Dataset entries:
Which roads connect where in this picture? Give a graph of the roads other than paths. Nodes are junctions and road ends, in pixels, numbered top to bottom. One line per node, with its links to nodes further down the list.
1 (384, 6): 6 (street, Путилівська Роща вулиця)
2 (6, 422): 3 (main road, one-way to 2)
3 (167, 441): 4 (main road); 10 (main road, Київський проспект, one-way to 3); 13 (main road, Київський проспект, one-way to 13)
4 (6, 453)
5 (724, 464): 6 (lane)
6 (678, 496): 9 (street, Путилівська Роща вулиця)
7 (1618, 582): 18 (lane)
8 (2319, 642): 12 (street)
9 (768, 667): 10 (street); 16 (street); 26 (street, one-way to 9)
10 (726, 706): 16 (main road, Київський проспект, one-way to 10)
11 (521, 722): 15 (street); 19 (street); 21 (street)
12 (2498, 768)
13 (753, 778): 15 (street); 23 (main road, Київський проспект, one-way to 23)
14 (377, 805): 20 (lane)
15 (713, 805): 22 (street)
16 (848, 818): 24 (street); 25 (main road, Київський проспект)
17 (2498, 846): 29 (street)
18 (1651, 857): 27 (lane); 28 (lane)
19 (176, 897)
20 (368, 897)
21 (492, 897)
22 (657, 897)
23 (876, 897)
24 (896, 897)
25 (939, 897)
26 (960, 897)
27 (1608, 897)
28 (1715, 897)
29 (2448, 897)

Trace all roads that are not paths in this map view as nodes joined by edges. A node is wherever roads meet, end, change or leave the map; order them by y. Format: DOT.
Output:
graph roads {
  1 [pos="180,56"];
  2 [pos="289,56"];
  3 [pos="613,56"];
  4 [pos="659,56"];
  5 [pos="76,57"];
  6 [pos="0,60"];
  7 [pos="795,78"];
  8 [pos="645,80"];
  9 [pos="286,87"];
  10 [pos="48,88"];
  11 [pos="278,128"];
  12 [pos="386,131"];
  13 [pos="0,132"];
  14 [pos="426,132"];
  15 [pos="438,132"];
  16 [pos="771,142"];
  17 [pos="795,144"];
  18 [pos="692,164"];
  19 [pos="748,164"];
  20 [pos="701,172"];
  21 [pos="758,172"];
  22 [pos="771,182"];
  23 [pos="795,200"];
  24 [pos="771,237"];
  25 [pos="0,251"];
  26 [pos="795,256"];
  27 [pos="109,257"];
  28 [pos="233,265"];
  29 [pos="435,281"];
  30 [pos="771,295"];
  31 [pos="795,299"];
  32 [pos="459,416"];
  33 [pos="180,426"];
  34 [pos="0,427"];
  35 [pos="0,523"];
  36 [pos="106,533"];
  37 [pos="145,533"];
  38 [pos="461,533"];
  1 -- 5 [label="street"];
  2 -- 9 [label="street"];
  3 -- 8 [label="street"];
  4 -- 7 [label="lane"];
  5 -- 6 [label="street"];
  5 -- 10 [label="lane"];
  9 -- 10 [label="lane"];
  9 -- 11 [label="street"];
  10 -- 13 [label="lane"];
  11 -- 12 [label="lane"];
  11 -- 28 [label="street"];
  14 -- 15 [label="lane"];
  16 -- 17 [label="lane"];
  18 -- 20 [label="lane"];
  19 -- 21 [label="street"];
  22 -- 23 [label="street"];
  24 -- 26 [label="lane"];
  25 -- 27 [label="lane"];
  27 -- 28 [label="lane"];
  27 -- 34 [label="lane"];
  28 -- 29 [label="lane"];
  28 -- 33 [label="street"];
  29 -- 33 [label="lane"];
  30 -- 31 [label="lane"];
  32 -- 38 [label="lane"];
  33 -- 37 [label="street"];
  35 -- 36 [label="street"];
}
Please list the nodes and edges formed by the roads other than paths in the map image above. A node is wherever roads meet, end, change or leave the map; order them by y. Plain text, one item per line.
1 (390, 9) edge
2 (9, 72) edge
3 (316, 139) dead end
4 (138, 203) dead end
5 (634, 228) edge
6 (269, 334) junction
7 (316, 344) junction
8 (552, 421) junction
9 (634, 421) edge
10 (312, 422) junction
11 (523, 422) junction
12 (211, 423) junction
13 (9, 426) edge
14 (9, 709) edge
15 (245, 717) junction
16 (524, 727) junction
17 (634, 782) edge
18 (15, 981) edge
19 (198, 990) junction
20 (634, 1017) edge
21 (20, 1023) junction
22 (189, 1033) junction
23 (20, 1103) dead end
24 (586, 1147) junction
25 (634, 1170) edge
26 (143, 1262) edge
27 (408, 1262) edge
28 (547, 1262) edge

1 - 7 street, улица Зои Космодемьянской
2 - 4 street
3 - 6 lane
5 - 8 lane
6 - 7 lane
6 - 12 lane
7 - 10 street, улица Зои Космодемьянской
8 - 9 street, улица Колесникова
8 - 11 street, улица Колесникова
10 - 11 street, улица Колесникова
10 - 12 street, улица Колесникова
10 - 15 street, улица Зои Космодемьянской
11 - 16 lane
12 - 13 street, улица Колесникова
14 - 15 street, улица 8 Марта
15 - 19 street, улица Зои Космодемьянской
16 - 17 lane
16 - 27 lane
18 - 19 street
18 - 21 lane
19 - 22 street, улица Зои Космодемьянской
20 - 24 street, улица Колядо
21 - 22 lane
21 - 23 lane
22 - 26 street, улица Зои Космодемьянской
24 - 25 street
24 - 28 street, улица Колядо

YOUR OBJECTIVE: Restate the records above word for word.

REPLY:
Which roads connect where in this picture? Give a graph of the roads other than paths. Nodes are junctions and road ends, in pixels, numbered top to bottom. One line per node, with its links to nodes further down the list.
1 (384, 6): 6 (street, Путилівська Роща вулиця)
2 (6, 422): 3 (main road, one-way to 2)
3 (167, 441): 4 (main road); 10 (main road, Київський проспект, one-way to 3); 13 (main road, Київський проспект, one-way to 13)
4 (6, 453)
5 (724, 464): 6 (lane)
6 (678, 496): 9 (street, Путилівська Роща вулиця)
7 (1618, 582): 18 (lane)
8 (2319, 642): 12 (street)
9 (768, 667): 10 (street); 16 (street); 26 (street, one-way to 9)
10 (726, 706): 16 (main road, Київський проспект, one-way to 10)
11 (521, 722): 15 (street); 19 (street); 21 (street)
12 (2498, 768)
13 (753, 778): 15 (street); 23 (main road, Київський проспект, one-way to 23)
14 (377, 805): 20 (lane)
15 (713, 805): 22 (street)
16 (848, 818): 24 (street); 25 (main road, Київський проспект)
17 (2498, 846): 29 (street)
18 (1651, 857): 27 (lane); 28 (lane)
19 (176, 897)
20 (368, 897)
21 (492, 897)
22 (657, 897)
23 (876, 897)
24 (896, 897)
25 (939, 897)
26 (960, 897)
27 (1608, 897)
28 (1715, 897)
29 (2448, 897)

Trace all roads that are not paths in this map view as nodes joined by edges. A node is wherever roads meet, end, change or leave the map; order them by y. Format: DOT.
Output:
graph roads {
  1 [pos="180,56"];
  2 [pos="289,56"];
  3 [pos="613,56"];
  4 [pos="659,56"];
  5 [pos="76,57"];
  6 [pos="0,60"];
  7 [pos="795,78"];
  8 [pos="645,80"];
  9 [pos="286,87"];
  10 [pos="48,88"];
  11 [pos="278,128"];
  12 [pos="386,131"];
  13 [pos="0,132"];
  14 [pos="426,132"];
  15 [pos="438,132"];
  16 [pos="771,142"];
  17 [pos="795,144"];
  18 [pos="692,164"];
  19 [pos="748,164"];
  20 [pos="701,172"];
  21 [pos="758,172"];
  22 [pos="771,182"];
  23 [pos="795,200"];
  24 [pos="771,237"];
  25 [pos="0,251"];
  26 [pos="795,256"];
  27 [pos="109,257"];
  28 [pos="233,265"];
  29 [pos="435,281"];
  30 [pos="771,295"];
  31 [pos="795,299"];
  32 [pos="459,416"];
  33 [pos="180,426"];
  34 [pos="0,427"];
  35 [pos="0,523"];
  36 [pos="106,533"];
  37 [pos="145,533"];
  38 [pos="461,533"];
  1 -- 5 [label="street"];
  2 -- 9 [label="street"];
  3 -- 8 [label="street"];
  4 -- 7 [label="lane"];
  5 -- 6 [label="street"];
  5 -- 10 [label="lane"];
  9 -- 10 [label="lane"];
  9 -- 11 [label="street"];
  10 -- 13 [label="lane"];
  11 -- 12 [label="lane"];
  11 -- 28 [label="street"];
  14 -- 15 [label="lane"];
  16 -- 17 [label="lane"];
  18 -- 20 [label="lane"];
  19 -- 21 [label="street"];
  22 -- 23 [label="street"];
  24 -- 26 [label="lane"];
  25 -- 27 [label="lane"];
  27 -- 28 [label="lane"];
  27 -- 34 [label="lane"];
  28 -- 29 [label="lane"];
  28 -- 33 [label="street"];
  29 -- 33 [label="lane"];
  30 -- 31 [label="lane"];
  32 -- 38 [label="lane"];
  33 -- 37 [label="street"];
  35 -- 36 [label="street"];
}
Please list the nodes and edges formed by the roads other than paths in the map image above. A node is wherever roads meet, end, change or leave the map; order them by y. Plain text, one item per line.
1 (390, 9) edge
2 (9, 72) edge
3 (316, 139) dead end
4 (138, 203) dead end
5 (634, 228) edge
6 (269, 334) junction
7 (316, 344) junction
8 (552, 421) junction
9 (634, 421) edge
10 (312, 422) junction
11 (523, 422) junction
12 (211, 423) junction
13 (9, 426) edge
14 (9, 709) edge
15 (245, 717) junction
16 (524, 727) junction
17 (634, 782) edge
18 (15, 981) edge
19 (198, 990) junction
20 (634, 1017) edge
21 (20, 1023) junction
22 (189, 1033) junction
23 (20, 1103) dead end
24 (586, 1147) junction
25 (634, 1170) edge
26 (143, 1262) edge
27 (408, 1262) edge
28 (547, 1262) edge

1 - 7 street, улица Зои Космодемьянской
2 - 4 street
3 - 6 lane
5 - 8 lane
6 - 7 lane
6 - 12 lane
7 - 10 street, улица Зои Космодемьянской
8 - 9 street, улица Колесникова
8 - 11 street, улица Колесникова
10 - 11 street, улица Колесникова
10 - 12 street, улица Колесникова
10 - 15 street, улица Зои Космодемьянской
11 - 16 lane
12 - 13 street, улица Колесникова
14 - 15 street, улица 8 Марта
15 - 19 street, улица Зои Космодемьянской
16 - 17 lane
16 - 27 lane
18 - 19 street
18 - 21 lane
19 - 22 street, улица Зои Космодемьянской
20 - 24 street, улица Колядо
21 - 22 lane
21 - 23 lane
22 - 26 street, улица Зои Космодемьянской
24 - 25 street
24 - 28 street, улица Колядо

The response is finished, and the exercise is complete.